ENTRIES PROVIDED:
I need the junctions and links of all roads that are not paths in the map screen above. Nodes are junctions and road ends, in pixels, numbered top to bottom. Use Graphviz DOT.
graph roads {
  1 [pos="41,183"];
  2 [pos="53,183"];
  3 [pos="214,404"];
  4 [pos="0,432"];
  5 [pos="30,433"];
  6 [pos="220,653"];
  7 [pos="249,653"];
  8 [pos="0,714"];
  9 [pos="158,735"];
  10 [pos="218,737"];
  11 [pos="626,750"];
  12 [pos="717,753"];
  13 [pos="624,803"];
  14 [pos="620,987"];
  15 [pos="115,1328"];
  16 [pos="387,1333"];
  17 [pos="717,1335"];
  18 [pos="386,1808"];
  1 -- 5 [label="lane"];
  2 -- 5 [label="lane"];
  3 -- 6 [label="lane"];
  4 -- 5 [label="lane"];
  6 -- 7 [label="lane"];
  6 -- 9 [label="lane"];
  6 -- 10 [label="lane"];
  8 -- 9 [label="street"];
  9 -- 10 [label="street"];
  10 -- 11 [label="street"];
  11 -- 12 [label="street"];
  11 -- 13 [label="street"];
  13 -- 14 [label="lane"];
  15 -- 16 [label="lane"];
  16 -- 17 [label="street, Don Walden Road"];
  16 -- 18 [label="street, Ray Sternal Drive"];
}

WHAT IS REQUIRED: Print all the data above word for word.

OUTPUT OF THE TASK:
I need the junctions and links of all roads that are not paths in the map screen above. Nodes are junctions and road ends, in pixels, numbered top to bottom. Use Graphviz DOT.
graph roads {
  1 [pos="41,183"];
  2 [pos="53,183"];
  3 [pos="214,404"];
  4 [pos="0,432"];
  5 [pos="30,433"];
  6 [pos="220,653"];
  7 [pos="249,653"];
  8 [pos="0,714"];
  9 [pos="158,735"];
  10 [pos="218,737"];
  11 [pos="626,750"];
  12 [pos="717,753"];
  13 [pos="624,803"];
  14 [pos="620,987"];
  15 [pos="115,1328"];
  16 [pos="387,1333"];
  17 [pos="717,1335"];
  18 [pos="386,1808"];
  1 -- 5 [label="lane"];
  2 -- 5 [label="lane"];
  3 -- 6 [label="lane"];
  4 -- 5 [label="lane"];
  6 -- 7 [label="lane"];
  6 -- 9 [label="lane"];
  6 -- 10 [label="lane"];
  8 -- 9 [label="street"];
  9 -- 10 [label="street"];
  10 -- 11 [label="street"];
  11 -- 12 [label="street"];
  11 -- 13 [label="street"];
  13 -- 14 [label="lane"];
  15 -- 16 [label="lane"];
  16 -- 17 [label="street, Don Walden Road"];
  16 -- 18 [label="street, Ray Sternal Drive"];
}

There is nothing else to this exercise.